**DATA TO USE:**
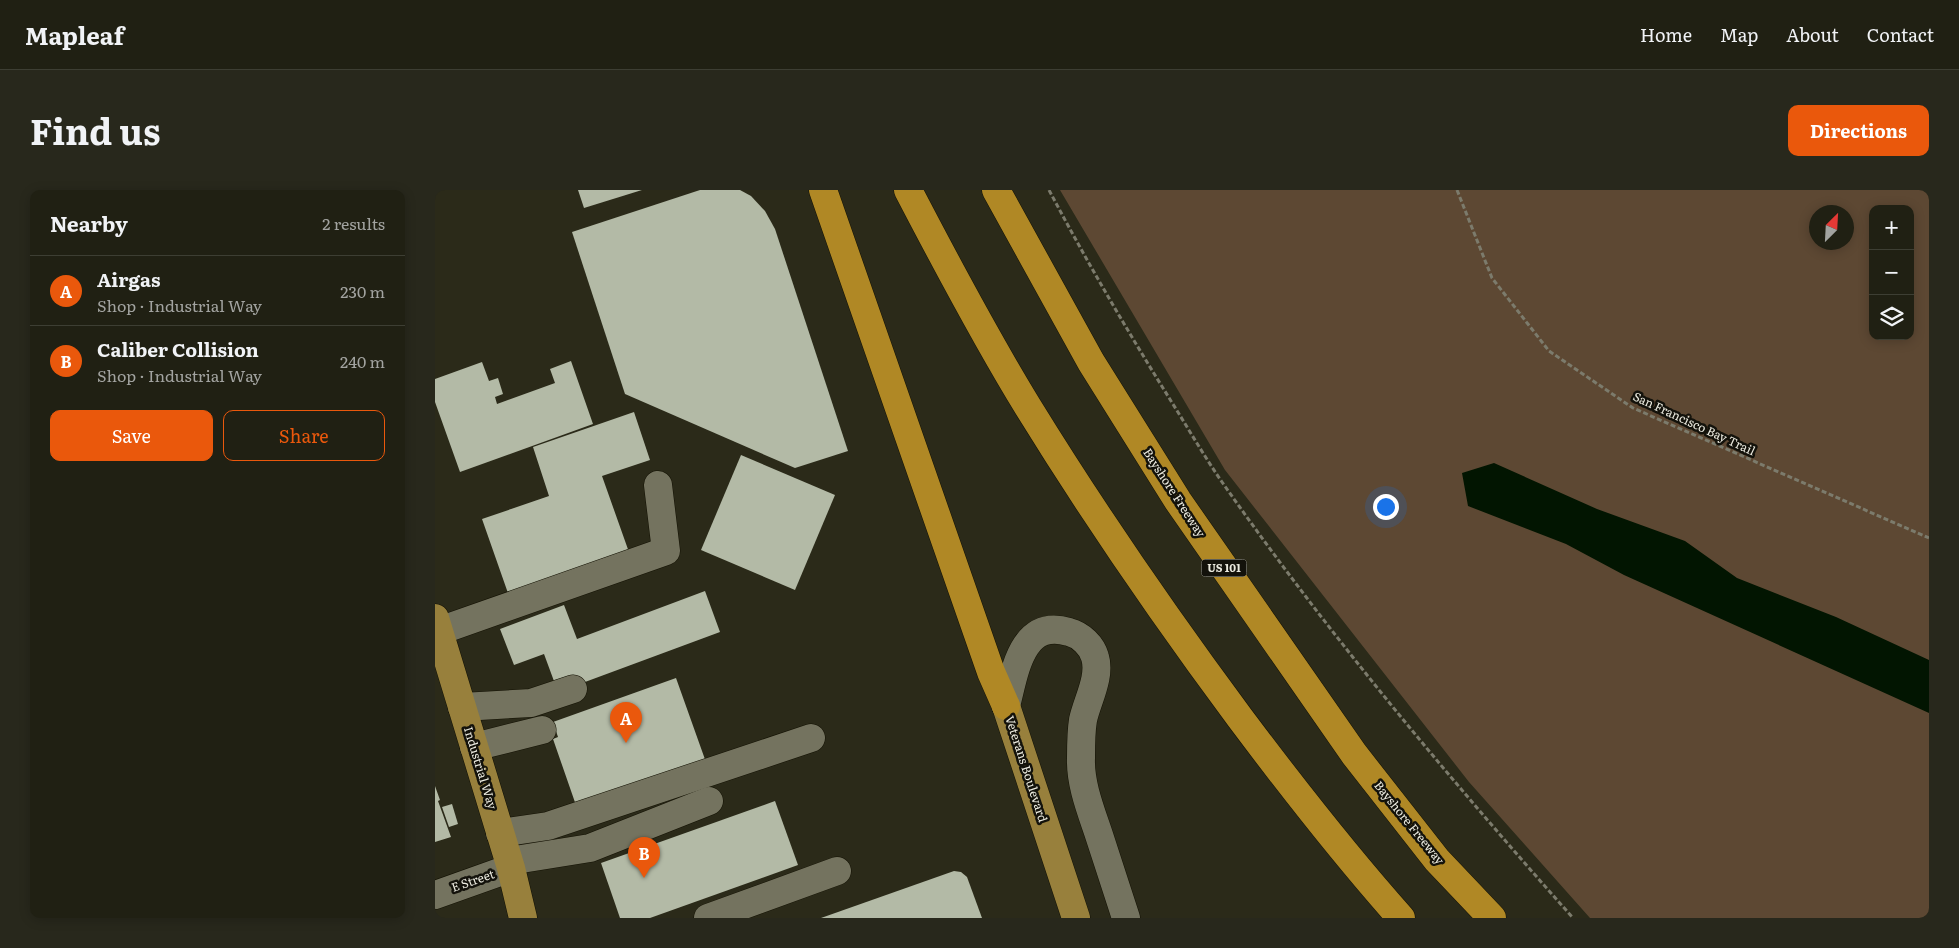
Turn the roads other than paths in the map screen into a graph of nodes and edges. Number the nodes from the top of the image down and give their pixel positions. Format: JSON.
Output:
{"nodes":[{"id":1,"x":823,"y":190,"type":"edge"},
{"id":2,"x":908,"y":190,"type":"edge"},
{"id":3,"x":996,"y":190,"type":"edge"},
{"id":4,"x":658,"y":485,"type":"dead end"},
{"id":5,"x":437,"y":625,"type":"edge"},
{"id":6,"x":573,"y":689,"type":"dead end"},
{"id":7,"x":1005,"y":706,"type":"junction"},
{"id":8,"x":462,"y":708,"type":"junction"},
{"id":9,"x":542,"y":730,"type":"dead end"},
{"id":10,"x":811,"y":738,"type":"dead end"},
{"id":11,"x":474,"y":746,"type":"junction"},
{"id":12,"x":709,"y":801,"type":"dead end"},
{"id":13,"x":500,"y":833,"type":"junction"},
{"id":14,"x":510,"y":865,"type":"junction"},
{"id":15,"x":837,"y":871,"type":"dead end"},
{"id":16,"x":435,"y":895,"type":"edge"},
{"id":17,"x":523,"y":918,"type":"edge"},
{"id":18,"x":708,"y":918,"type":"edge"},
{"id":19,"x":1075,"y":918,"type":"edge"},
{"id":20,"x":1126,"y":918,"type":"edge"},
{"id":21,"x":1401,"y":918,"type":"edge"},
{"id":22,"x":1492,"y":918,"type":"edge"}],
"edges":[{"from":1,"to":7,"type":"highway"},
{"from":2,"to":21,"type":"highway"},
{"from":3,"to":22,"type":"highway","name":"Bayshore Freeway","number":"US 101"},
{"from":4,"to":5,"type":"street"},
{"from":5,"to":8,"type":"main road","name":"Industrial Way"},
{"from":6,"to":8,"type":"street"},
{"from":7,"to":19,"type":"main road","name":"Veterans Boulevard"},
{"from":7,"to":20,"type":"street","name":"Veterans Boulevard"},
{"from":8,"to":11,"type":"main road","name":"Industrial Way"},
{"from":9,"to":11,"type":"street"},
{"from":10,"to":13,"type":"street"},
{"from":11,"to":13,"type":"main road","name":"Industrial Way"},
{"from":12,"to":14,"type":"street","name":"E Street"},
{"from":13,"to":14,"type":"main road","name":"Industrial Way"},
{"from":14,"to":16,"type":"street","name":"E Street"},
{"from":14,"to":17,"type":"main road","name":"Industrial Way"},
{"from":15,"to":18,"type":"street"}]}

**DIRECTIONS:** The answer must consist of each line in the entries above that includes "edges".

**RESULT OF THE TASK:**
Turn the roads other than paths in the map screen into a graph of nodes and edges. Number the nodes from the top of the image down and give their pixel positions. Format: JSON.
"edges":[{"from":1,"to":7,"type":"highway"},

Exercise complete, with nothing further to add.